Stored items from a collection
===============

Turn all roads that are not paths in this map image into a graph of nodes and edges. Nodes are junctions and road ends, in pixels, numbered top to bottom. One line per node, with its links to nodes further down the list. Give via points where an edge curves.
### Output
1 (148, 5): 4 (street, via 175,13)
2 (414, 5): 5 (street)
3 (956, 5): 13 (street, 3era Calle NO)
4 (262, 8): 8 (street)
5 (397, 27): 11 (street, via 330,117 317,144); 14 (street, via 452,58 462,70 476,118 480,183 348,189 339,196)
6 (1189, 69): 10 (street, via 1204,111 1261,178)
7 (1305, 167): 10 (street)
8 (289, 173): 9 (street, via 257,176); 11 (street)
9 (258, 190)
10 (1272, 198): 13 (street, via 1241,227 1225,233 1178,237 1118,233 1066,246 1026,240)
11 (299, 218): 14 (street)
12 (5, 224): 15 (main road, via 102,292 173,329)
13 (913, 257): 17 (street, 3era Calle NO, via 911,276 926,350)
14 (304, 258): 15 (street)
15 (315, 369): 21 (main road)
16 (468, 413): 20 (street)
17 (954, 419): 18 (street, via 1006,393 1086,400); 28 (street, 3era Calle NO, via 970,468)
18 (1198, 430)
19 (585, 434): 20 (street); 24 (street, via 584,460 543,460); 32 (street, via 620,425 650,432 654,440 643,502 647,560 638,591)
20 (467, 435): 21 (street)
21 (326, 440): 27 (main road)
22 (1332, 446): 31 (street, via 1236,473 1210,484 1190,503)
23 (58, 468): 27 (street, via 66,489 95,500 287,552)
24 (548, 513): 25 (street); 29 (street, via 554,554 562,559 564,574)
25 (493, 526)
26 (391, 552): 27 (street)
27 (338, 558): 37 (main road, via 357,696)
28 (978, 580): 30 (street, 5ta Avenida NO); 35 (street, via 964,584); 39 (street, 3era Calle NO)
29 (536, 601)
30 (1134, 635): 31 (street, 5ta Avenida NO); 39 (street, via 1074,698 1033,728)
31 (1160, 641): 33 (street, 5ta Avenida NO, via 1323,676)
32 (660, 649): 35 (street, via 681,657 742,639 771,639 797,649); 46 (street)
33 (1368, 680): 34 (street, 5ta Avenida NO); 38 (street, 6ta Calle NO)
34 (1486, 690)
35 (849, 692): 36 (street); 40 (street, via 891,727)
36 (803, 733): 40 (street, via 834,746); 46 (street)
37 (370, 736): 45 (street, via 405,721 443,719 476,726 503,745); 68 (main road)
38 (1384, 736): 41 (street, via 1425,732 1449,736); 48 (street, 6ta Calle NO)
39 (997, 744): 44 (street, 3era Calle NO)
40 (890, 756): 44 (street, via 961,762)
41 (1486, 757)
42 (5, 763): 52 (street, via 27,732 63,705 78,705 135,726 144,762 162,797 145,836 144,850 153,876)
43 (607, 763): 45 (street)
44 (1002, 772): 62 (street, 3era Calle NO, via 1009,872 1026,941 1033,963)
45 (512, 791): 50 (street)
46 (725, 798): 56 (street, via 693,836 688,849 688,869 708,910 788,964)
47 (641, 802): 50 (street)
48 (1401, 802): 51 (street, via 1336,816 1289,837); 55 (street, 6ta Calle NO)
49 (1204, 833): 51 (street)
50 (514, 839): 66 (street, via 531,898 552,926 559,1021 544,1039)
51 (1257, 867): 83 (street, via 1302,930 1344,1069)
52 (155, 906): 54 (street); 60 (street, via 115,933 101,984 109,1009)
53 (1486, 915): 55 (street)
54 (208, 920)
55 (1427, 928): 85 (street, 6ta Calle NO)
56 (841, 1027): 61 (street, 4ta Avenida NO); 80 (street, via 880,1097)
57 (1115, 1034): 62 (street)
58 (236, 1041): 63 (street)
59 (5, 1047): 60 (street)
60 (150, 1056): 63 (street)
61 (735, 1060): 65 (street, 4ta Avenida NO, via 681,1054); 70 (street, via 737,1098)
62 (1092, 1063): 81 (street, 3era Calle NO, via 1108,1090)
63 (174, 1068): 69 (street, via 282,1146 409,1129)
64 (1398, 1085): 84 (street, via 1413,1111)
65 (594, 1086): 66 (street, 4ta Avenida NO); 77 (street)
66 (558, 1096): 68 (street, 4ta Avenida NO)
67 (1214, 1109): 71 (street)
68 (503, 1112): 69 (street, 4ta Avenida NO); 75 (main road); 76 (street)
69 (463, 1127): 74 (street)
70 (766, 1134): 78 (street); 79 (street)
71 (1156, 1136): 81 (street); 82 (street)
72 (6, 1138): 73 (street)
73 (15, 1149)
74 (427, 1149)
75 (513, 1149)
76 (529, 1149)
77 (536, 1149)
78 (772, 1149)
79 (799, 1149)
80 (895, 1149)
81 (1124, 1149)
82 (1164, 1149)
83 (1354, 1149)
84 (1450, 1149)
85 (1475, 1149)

===============

### Activity
Output the records exactly, so that each line matches what was given.

### Task response
Turn all roads that are not paths in this map image into a graph of nodes and edges. Nodes are junctions and road ends, in pixels, numbered top to bottom. One line per node, with its links to nodes further down the list. Give via points where an edge curves.
### Output
1 (148, 5): 4 (street, via 175,13)
2 (414, 5): 5 (street)
3 (956, 5): 13 (street, 3era Calle NO)
4 (262, 8): 8 (street)
5 (397, 27): 11 (street, via 330,117 317,144); 14 (street, via 452,58 462,70 476,118 480,183 348,189 339,196)
6 (1189, 69): 10 (street, via 1204,111 1261,178)
7 (1305, 167): 10 (street)
8 (289, 173): 9 (street, via 257,176); 11 (street)
9 (258, 190)
10 (1272, 198): 13 (street, via 1241,227 1225,233 1178,237 1118,233 1066,246 1026,240)
11 (299, 218): 14 (street)
12 (5, 224): 15 (main road, via 102,292 173,329)
13 (913, 257): 17 (street, 3era Calle NO, via 911,276 926,350)
14 (304, 258): 15 (street)
15 (315, 369): 21 (main road)
16 (468, 413): 20 (street)
17 (954, 419): 18 (street, via 1006,393 1086,400); 28 (street, 3era Calle NO, via 970,468)
18 (1198, 430)
19 (585, 434): 20 (street); 24 (street, via 584,460 543,460); 32 (street, via 620,425 650,432 654,440 643,502 647,560 638,591)
20 (467, 435): 21 (street)
21 (326, 440): 27 (main road)
22 (1332, 446): 31 (street, via 1236,473 1210,484 1190,503)
23 (58, 468): 27 (street, via 66,489 95,500 287,552)
24 (548, 513): 25 (street); 29 (street, via 554,554 562,559 564,574)
25 (493, 526)
26 (391, 552): 27 (street)
27 (338, 558): 37 (main road, via 357,696)
28 (978, 580): 30 (street, 5ta Avenida NO); 35 (street, via 964,584); 39 (street, 3era Calle NO)
29 (536, 601)
30 (1134, 635): 31 (street, 5ta Avenida NO); 39 (street, via 1074,698 1033,728)
31 (1160, 641): 33 (street, 5ta Avenida NO, via 1323,676)
32 (660, 649): 35 (street, via 681,657 742,639 771,639 797,649); 46 (street)
33 (1368, 680): 34 (street, 5ta Avenida NO); 38 (street, 6ta Calle NO)
34 (1486, 690)
35 (849, 692): 36 (street); 40 (street, via 891,727)
36 (803, 733): 40 (street, via 834,746); 46 (street)
37 (370, 736): 45 (street, via 405,721 443,719 476,726 503,745); 68 (main road)
38 (1384, 736): 41 (street, via 1425,732 1449,736); 48 (street, 6ta Calle NO)
39 (997, 744): 44 (street, 3era Calle NO)
40 (890, 756): 44 (street, via 961,762)
41 (1486, 757)
42 (5, 763): 52 (street, via 27,732 63,705 78,705 135,726 144,762 162,797 145,836 144,850 153,876)
43 (607, 763): 45 (street)
44 (1002, 772): 62 (street, 3era Calle NO, via 1009,872 1026,941 1033,963)
45 (512, 791): 50 (street)
46 (725, 798): 56 (street, via 693,836 688,849 688,869 708,910 788,964)
47 (641, 802): 50 (street)
48 (1401, 802): 51 (street, via 1336,816 1289,837); 55 (street, 6ta Calle NO)
49 (1204, 833): 51 (street)
50 (514, 839): 66 (street, via 531,898 552,926 559,1021 544,1039)
51 (1257, 867): 83 (street, via 1302,930 1344,1069)
52 (155, 906): 54 (street); 60 (street, via 115,933 101,984 109,1009)
53 (1486, 915): 55 (street)
54 (208, 920)
55 (1427, 928): 85 (street, 6ta Calle NO)
56 (841, 1027): 61 (street, 4ta Avenida NO); 80 (street, via 880,1097)
57 (1115, 1034): 62 (street)
58 (236, 1041): 63 (street)
59 (5, 1047): 60 (street)
60 (150, 1056): 63 (street)
61 (735, 1060): 65 (street, 4ta Avenida NO, via 681,1054); 70 (street, via 737,1098)
62 (1092, 1063): 81 (street, 3era Calle NO, via 1108,1090)
63 (174, 1068): 69 (street, via 282,1146 409,1129)
64 (1398, 1085): 84 (street, via 1413,1111)
65 (594, 1086): 66 (street, 4ta Avenida NO); 77 (street)
66 (558, 1096): 68 (street, 4ta Avenida NO)
67 (1214, 1109): 71 (street)
68 (503, 1112): 69 (street, 4ta Avenida NO); 75 (main road); 76 (street)
69 (463, 1127): 74 (street)
70 (766, 1134): 78 (street); 79 (street)
71 (1156, 1136): 81 (street); 82 (street)
72 (6, 1138): 73 (street)
73 (15, 1149)
74 (427, 1149)
75 (513, 1149)
76 (529, 1149)
77 (536, 1149)
78 (772, 1149)
79 (799, 1149)
80 (895, 1149)
81 (1124, 1149)
82 (1164, 1149)
83 (1354, 1149)
84 (1450, 1149)
85 (1475, 1149)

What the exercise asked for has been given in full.